Task objective: In the entries below, find the string "bridge" and return each line holding it.

Saved data entries:
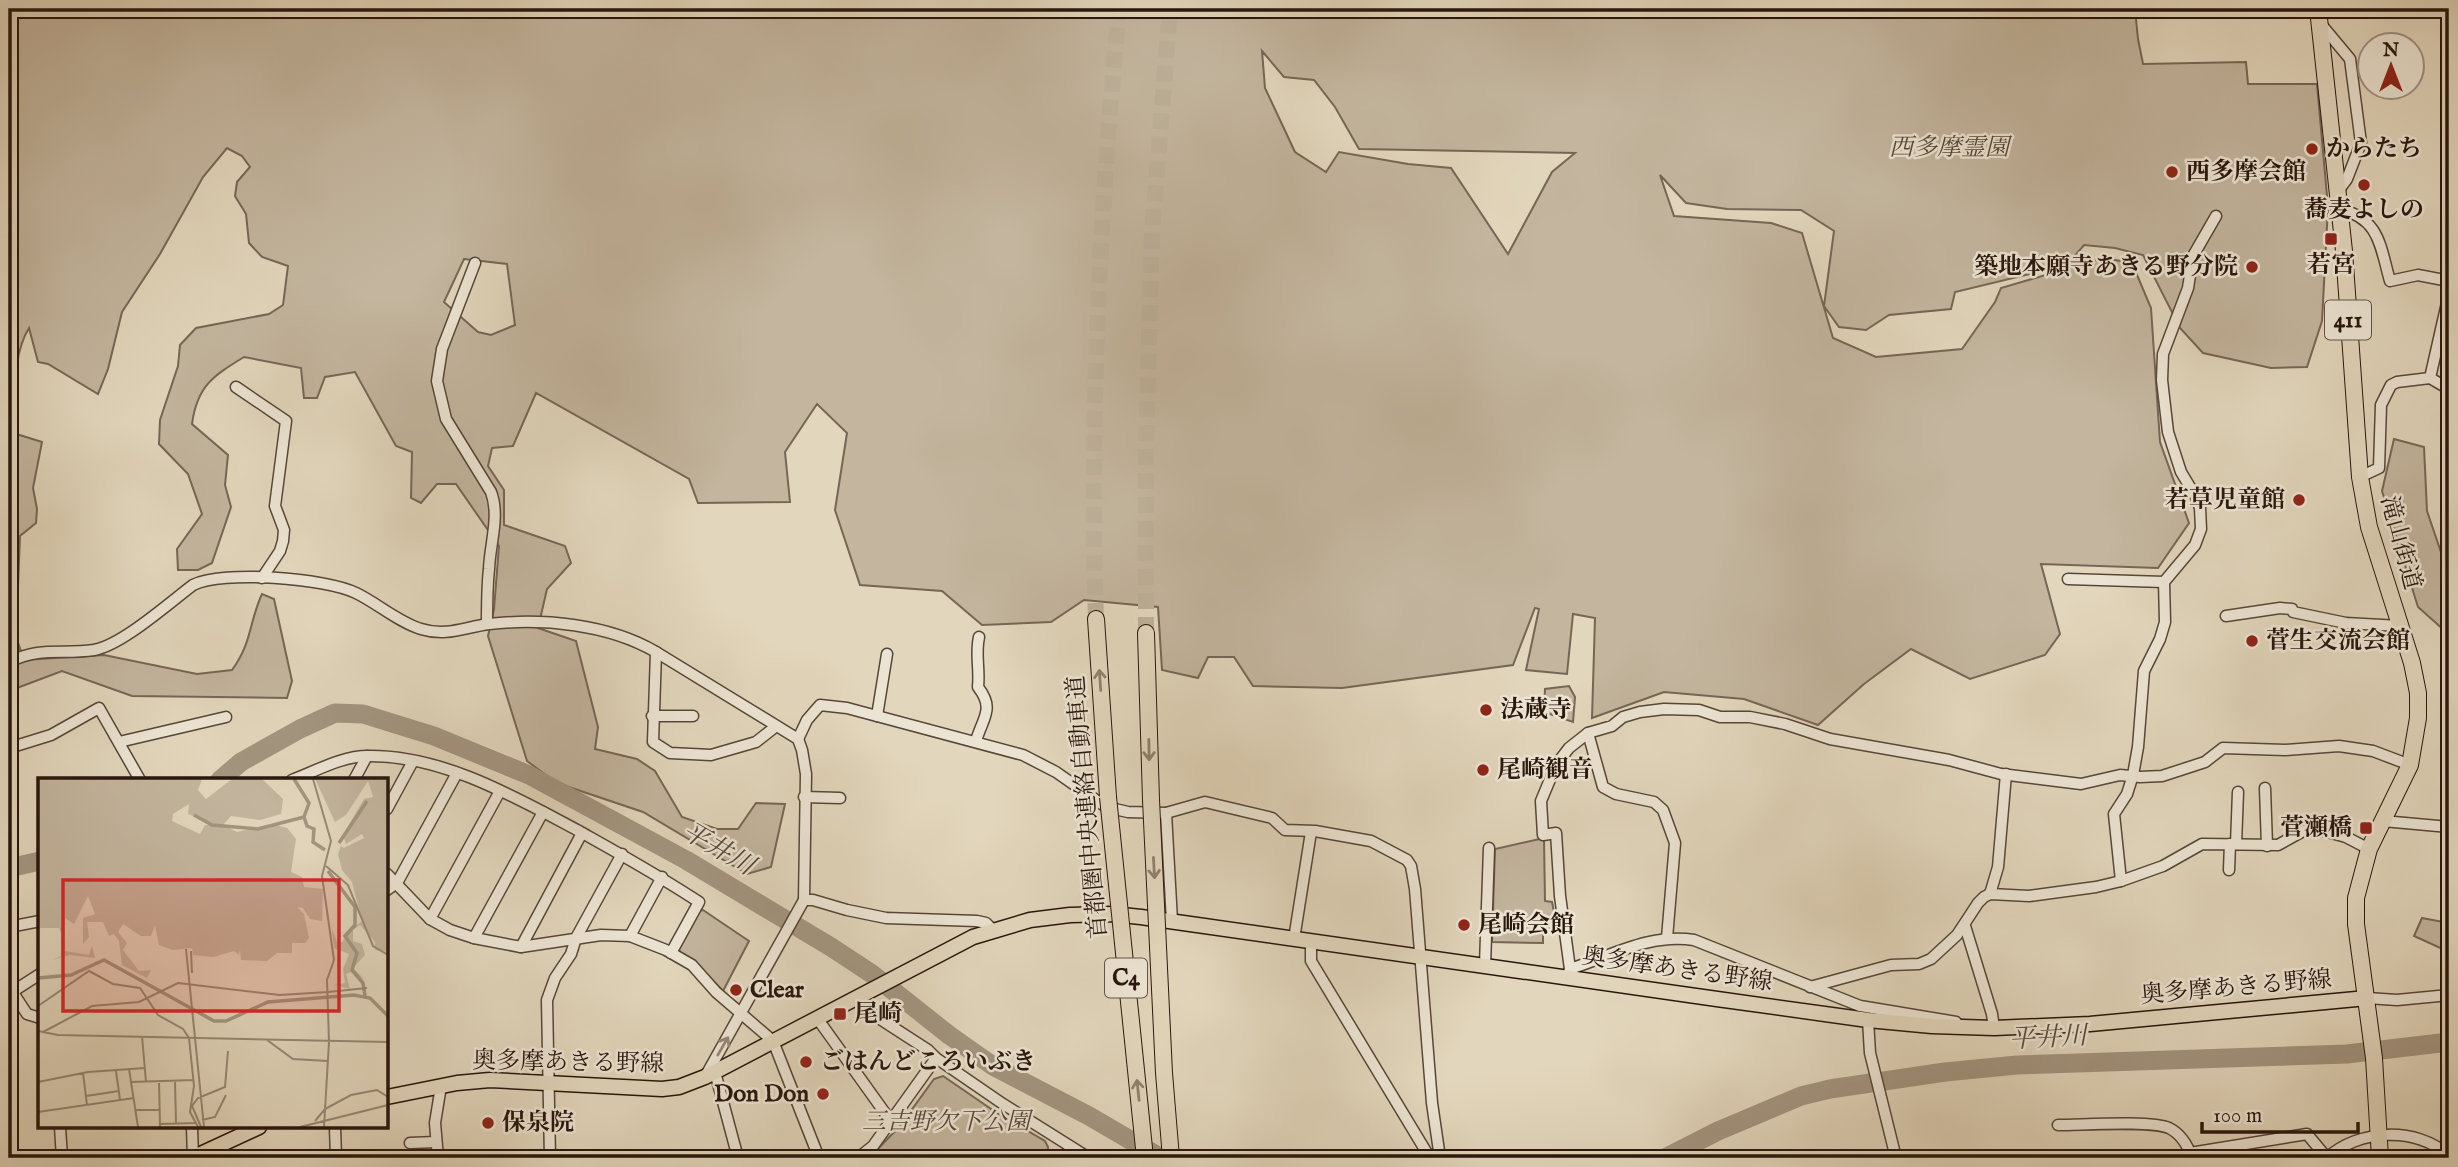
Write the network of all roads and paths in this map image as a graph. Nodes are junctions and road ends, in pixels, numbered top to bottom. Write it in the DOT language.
graph roads {
  1 [pos="2319,16"];
  2 [pos="2338,191"];
  3 [pos="2340,209"];
  4 [pos="2216,216"];
  5 [pos="475,262"];
  6 [pos="2449,281"];
  7 [pos="2449,294"];
  8 [pos="2430,378"];
  9 [pos="236,387"];
  10 [pos="2449,389"];
  11 [pos="2360,477"];
  12 [pos="262,578"];
  13 [pos="2068,579"];
  14 [pos="2164,582"];
  15 [pos="2226,616"];
  16 [pos="1096,620"];
  17 [pos="487,624"];
  18 [pos="2400,626"];
  19 [pos="1146,633"];
  20 [pos="979,637"];
  21 [pos="656,652"];
  22 [pos="887,654"];
  23 [pos="9,662"];
  24 [pos="652,716"];
  25 [pos="693,716"];
  26 [pos="877,716"];
  27 [pos="226,717"];
  28 [pos="775,727"];
  29 [pos="1588,733"];
  30 [pos="798,739"];
  31 [pos="976,741"];
  32 [pos="119,742"];
  33 [pos="9,748"];
  34 [pos="367,756"];
  35 [pos="413,761"];
  36 [pos="2410,765"];
  37 [pos="457,773"];
  38 [pos="2006,774"];
  39 [pos="2133,775"];
  40 [pos="139,778"];
  41 [pos="297,778"];
  42 [pos="355,778"];
  43 [pos="2265,788"];
  44 [pos="500,791"];
  45 [pos="2238,792"];
  46 [pos="804,797"];
  47 [pos="840,798"];
  48 [pos="388,807"];
  49 [pos="543,812"];
  50 [pos="1166,813"];
  51 [pos="2384,821"];
  52 [pos="2449,827"];
  53 [pos="1311,832"];
  54 [pos="582,833"];
  55 [pos="2233,844"];
  56 [pos="2267,846"];
  57 [pos="1489,848"];
  58 [pos="2369,849"];
  59 [pos="622,854"];
  60 [pos="2229,870"];
  61 [pos="388,875"];
  62 [pos="662,877"];
  63 [pos="2121,881"];
  64 [pos="397,883"];
  65 [pos="388,889"];
  66 [pos="1990,894"];
  67 [pos="803,902"];
  68 [pos="430,919"];
  69 [pos="38,921"];
  70 [pos="1172,921"];
  71 [pos="1965,926"];
  72 [pos="9,927"];
  73 [pos="993,930"];
  74 [pos="630,936"];
  75 [pos="474,937"];
  76 [pos="576,938"];
  77 [pos="1667,938"];
  78 [pos="1294,939"];
  79 [pos="1311,941"];
  80 [pos="521,947"];
  81 [pos="671,953"];
  82 [pos="1420,957"];
  83 [pos="1485,965"];
  84 [pos="1569,973"];
  85 [pos="38,975"];
  86 [pos="1810,987"];
  87 [pos="10,993"];
  88 [pos="2449,995"];
  89 [pos="2367,1005"];
  90 [pos="741,1014"];
  91 [pos="874,1015"];
  92 [pos="38,1017"];
  93 [pos="817,1018"];
  94 [pos="1868,1020"];
  95 [pos="1994,1028"];
  96 [pos="773,1041"];
  97 [pos="936,1058"];
  98 [pos="710,1074"];
  99 [pos="549,1083"];
  100 [pos="440,1086"];
  101 [pos="388,1097"];
  102 [pos="890,1120"];
  103 [pos="2058,1125"];
  104 [pos="60,1128"];
  105 [pos="192,1128"];
  106 [pos="257,1128"];
  107 [pos="335,1128"];
  108 [pos="2380,1136"];
  109 [pos="436,1142"];
  110 [pos="411,1143"];
  111 [pos="1072,1148"];
  112 [pos="2191,1156"];
  113 [pos="2449,1156"];
  114 [pos="62,1158"];
  115 [pos="193,1158"];
  116 [pos="335,1158"];
  117 [pos="438,1158"];
  118 [pos="550,1158"];
  119 [pos="738,1158"];
  120 [pos="819,1158"];
  121 [pos="858,1158"];
  122 [pos="1062,1158"];
  123 [pos="1089,1158"];
  124 [pos="1145,1158"];
  125 [pos="1171,1158"];
  126 [pos="1430,1158"];
  127 [pos="1440,1158"];
  128 [pos="1896,1158"];
  129 [pos="2327,1158"];
  130 [pos="2380,1158"];
  1 -- 2 [label="highway, 滝山街道 / 411"];
  1 -- 2 [label="street"];
  2 -- 3 [label="highway, 滝山街道 / 411"];
  3 -- 6 [label="street"];
  3 -- 11 [label="highway, 滝山街道 / 411"];
  4 -- 14 [label="street"];
  5 -- 17 [label="street"];
  7 -- 8 [label="street"];
  8 -- 10 [label="street"];
  8 -- 11 [label="street"];
  9 -- 12 [label="street"];
  11 -- 18 [label="highway, 滝山街道 / 411"];
  12 -- 17 [label="street"];
  12 -- 23 [label="street"];
  13 -- 14 [label="street"];
  14 -- 39 [label="street"];
  15 -- 18 [label="street"];
  124 -- 16 [label="highway, 首都圏中央連絡自動車道 / C4, one-way, bridge"];
  17 -- 21 [label="street"];
  18 -- 36 [label="highway, 滝山街道 / 411"];
  19 -- 125 [label="highway, C4, one-way, bridge"];
  20 -- 31 [label="street"];
  21 -- 24 [label="street"];
  21 -- 28 [label="street"];
  22 -- 26 [label="street"];
  24 -- 25 [label="street"];
  24 -- 28 [label="street"];
  26 -- 30 [label="street"];
  26 -- 31 [label="street"];
  27 -- 32 [label="street"];
  28 -- 30 [label="street"];
  29 -- 38 [label="street"];
  29 -- 77 [label="street"];
  29 -- 84 [label="street"];
  30 -- 46 [label="street"];
  31 -- 50 [label="street"];
  32 -- 33 [label="street"];
  32 -- 40 [label="street"];
  34 -- 35 [label="street"];
  34 -- 41 [label="street"];
  34 -- 42 [label="street"];
  35 -- 37 [label="street"];
  35 -- 48 [label="street"];
  36 -- 39 [label="street"];
  36 -- 51 [label="highway, 滝山街道 / 411"];
  37 -- 44 [label="street"];
  37 -- 64 [label="street"];
  38 -- 39 [label="street"];
  38 -- 66 [label="street"];
  39 -- 63 [label="street"];
  43 -- 56 [label="street"];
  44 -- 49 [label="street"];
  44 -- 68 [label="street"];
  45 -- 55 [label="street"];
  46 -- 47 [label="street"];
  46 -- 67 [label="street"];
  49 -- 54 [label="street"];
  49 -- 75 [label="street"];
  50 -- 53 [label="street"];
  50 -- 70 [label="street"];
  51 -- 52 [label="street"];
  51 -- 58 [label="highway, 滝山街道 / 411"];
  53 -- 78 [label="street"];
  53 -- 82 [label="street"];
  54 -- 59 [label="street"];
  54 -- 80 [label="street"];
  55 -- 56 [label="street"];
  55 -- 60 [label="street"];
  55 -- 63 [label="street"];
  56 -- 58 [label="street"];
  57 -- 83 [label="street"];
  58 -- 89 [label="highway, 滝山街道 / 411"];
  59 -- 62 [label="street"];
  59 -- 76 [label="street"];
  61 -- 64 [label="street"];
  62 -- 74 [label="street"];
  62 -- 81 [label="street"];
  63 -- 66 [label="street"];
  64 -- 65 [label="street"];
  64 -- 68 [label="street"];
  66 -- 71 [label="street"];
  67 -- 73 [label="street"];
  67 -- 90 [label="street"];
  68 -- 75 [label="street"];
  69 -- 72 [label="street"];
  70 -- 73 [label="main road, 奥多摩あきる野線"];
  70 -- 78 [label="main road, 奥多摩あきる野線"];
  71 -- 86 [label="street"];
  71 -- 95 [label="street"];
  73 -- 93 [label="main road, 奥多摩あきる野線"];
  74 -- 76 [label="street"];
  74 -- 81 [label="street"];
  75 -- 80 [label="street"];
  76 -- 80 [label="street"];
  76 -- 99 [label="street"];
  77 -- 84 [label="street"];
  77 -- 86 [label="street"];
  78 -- 79 [label="main road, 奥多摩あきる野線"];
  79 -- 82 [label="main road, 奥多摩あきる野線"];
  79 -- 126 [label="street"];
  81 -- 90 [label="street"];
  82 -- 83 [label="main road, 奥多摩あきる野線"];
  82 -- 127 [label="street"];
  83 -- 84 [label="main road, 奥多摩あきる野線"];
  84 -- 94 [label="main road, 奥多摩あきる野線"];
  85 -- 87 [label="street"];
  86 -- 95 [label="street"];
  87 -- 92 [label="street"];
  88 -- 89 [label="street"];
  89 -- 95 [label="main road, 奥多摩あきる野線"];
  89 -- 108 [label="highway, 滝山街道 / 411"];
  90 -- 96 [label="street"];
  98 -- 90 [label="street, one-way"];
  91 -- 97 [label="street"];
  93 -- 96 [label="main road, 奥多摩あきる野線"];
  93 -- 102 [label="street"];
  94 -- 95 [label="main road, 奥多摩あきる野線"];
  94 -- 128 [label="street"];
  96 -- 98 [label="main road, 奥多摩あきる野線"];
  96 -- 120 [label="street"];
  97 -- 102 [label="street"];
  97 -- 111 [label="street"];
  98 -- 99 [label="main road, 奥多摩あきる野線"];
  98 -- 119 [label="street"];
  99 -- 100 [label="main road, 奥多摩あきる野線"];
  99 -- 118 [label="street"];
  100 -- 101 [label="main road, 奥多摩あきる野線"];
  100 -- 109 [label="street"];
  102 -- 121 [label="street"];
  103 -- 112 [label="street"];
  104 -- 114 [label="street"];
  105 -- 115 [label="street"];
  106 -- 115 [label="main road"];
  107 -- 116 [label="street"];
  108 -- 113 [label="street"];
  108 -- 129 [label="street"];
  108 -- 130 [label="highway, 滝山街道 / 411"];
  109 -- 110 [label="street"];
  109 -- 117 [label="street"];
  111 -- 122 [label="street"];
  111 -- 123 [label="street"];
  112 -- 129 [label="street"];
}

Result of this exercise:
  124 -- 16 [label="highway, 首都圏中央連絡自動車道 / C4, one-way, bridge"];
  19 -- 125 [label="highway, C4, one-way, bridge"];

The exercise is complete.